52. La magia

Cogí las tijeras para recortar el bajo de una falda de Gertrudis, que se encontraba junto a mí. Me llamó la atención su expresión. Miraba hacia el espejo como si hubiera visto una aparición y me asusté. Acto seguido me miró y siguió hablando de sus cosas como si nada hubiera ocurrido. Terminé su falda a las pocas horas y se quedó conmigo hasta que anocheció y tuvo que volver a su casa, a su vida. No parecía querer abandonar el espacio en el que se convertía en otra mujer, mucho más alegre, con ganas de hablar y de escuchar, con una necesidad infinita de estallar en carcajadas y compartir sus recuerdos más íntimos conmigo.

Nos despedimos y volví al espejo. Quería comprobar qué era lo que le había llamado tanto la atención. Entonces me acerqué. Lo vi. Unas huellas marcadas casi a mi altura delataban que había posado mis manos sobre el espejo. Pero ¿por qué era eso tan extraño? Me fijé de nuevo en los dedos, acerqué las manos y comprobé que las huellas no provenían de este lado. Las huellas provenían del otro lado del espejo. Mis hijas aparecieron en el salón y disimulé lo que acababa de ver. Acaricié el espejo como si intentara repasar las formas de la mujer que me esperaba al otro lado. Como si intentara llegar a ella rozando mis dedos sobre el azogue. Gloria me miró perpleja.
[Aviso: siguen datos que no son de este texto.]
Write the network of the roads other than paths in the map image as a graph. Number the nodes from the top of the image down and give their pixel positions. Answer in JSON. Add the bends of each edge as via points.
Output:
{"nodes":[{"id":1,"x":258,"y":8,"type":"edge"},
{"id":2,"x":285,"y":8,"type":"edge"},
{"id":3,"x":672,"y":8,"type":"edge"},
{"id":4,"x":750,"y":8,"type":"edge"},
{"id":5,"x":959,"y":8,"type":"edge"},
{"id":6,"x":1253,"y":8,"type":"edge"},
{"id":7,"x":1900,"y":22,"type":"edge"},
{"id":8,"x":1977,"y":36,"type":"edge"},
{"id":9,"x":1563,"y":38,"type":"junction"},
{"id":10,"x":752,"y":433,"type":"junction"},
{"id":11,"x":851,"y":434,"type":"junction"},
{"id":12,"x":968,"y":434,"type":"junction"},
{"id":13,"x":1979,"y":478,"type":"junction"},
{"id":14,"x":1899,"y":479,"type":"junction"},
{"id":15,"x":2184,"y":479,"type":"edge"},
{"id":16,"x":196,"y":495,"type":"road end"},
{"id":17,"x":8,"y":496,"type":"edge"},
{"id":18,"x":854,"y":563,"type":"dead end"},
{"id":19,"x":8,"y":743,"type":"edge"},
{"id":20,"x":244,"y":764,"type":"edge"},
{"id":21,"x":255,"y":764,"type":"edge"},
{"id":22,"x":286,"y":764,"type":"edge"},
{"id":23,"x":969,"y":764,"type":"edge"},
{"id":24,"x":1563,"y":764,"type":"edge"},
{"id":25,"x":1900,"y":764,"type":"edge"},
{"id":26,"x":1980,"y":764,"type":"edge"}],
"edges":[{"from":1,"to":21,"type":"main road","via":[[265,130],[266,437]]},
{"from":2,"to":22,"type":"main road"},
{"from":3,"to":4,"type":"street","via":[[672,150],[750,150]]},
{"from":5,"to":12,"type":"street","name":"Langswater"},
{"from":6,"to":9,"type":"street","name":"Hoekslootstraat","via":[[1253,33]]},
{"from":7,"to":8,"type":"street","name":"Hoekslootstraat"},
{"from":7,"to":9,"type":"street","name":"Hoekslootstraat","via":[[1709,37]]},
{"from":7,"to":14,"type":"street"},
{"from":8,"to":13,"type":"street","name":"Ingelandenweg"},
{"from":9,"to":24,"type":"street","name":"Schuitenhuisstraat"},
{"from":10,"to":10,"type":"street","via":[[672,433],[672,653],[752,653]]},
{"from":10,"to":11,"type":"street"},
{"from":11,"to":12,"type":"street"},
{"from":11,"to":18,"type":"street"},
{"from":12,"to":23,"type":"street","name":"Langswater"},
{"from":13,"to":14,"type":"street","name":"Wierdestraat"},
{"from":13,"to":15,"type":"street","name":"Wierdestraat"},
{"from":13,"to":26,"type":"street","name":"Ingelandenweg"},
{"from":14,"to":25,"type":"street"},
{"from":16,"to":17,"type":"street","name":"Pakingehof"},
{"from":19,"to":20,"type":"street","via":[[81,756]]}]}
Dediqué parte de la noche a pensar en las huellas del espejo. Sabía que existía una conexión con el otro lado, pero no sabía nada más. Ni a qué época me enfrentaba en el reflejo, ni por qué sucedía todo aquello. Ni siquiera era capaz de adivinar desde cuándo ocurría. Puede que incluso antes de ver a aquella mujer, ella me viera a mí, o quizá los encuentros no empezaron hasta que las dos nos vimos en el mismo momento. Pero lo que ahora me preocupaba, aunque se tratara de una inquietud serena, por contradictorio que pueda sonar, era que había un elemento físico en los encuentros. Las huellas estaban físicamente en el espejo. Sus dedos habían sido atrapados allí y eso ya no formaba parte de una aparición, ahora era algo más fuerte, algo tangible, algo imposible. Deseé entenderlo, deseé tender mis manos al otro lado y que la mujer del espejo las tomara entre las suyas. Deseé brindarle mis muñecas ciegas.

Le di la vuelta al espejo en un arrebato estúpido de necesidad de respuestas. Lo dejé unos minutos con el azogue mirando hacia la pared. Pensé en su procedencia; al fin y al cabo, no sabía nada de la historia del espejo y puede que hubiera alguna clave para explicar la magia que experimentaba. Unos días después, le pregunté a Lola qué recordaba del espejo. Me contó que estaba en la casa familiar del pueblo y que por lo que había oído alguna vez, fue un regalo de mi padre en su primer aniversario de boda. Y lo recordaba porque mi madre se negaba a que el espejo presidiera el salón. No se deshizo de él, pero tampoco quería que lo único que le quedaba de mi padre fuera el centro de su espacio, de su antigua vida, ahora que estaba huyendo de ella. Sólo mi padre podría tener las respuestas que yo estaba buscando. Él era el único que sabía de dónde provenía el espejo y cuál era su historia. Pero mi padre no estaba, mi madre no estaba, mi tío no estaba y yo no tenía oportunidad de encontrar más señales en este relato confuso. Situé el espejo de nuevo en su posición habitual y volví a mi cama. Me disculpé mentalmente por haberlo castigado poniéndolo contra la pared.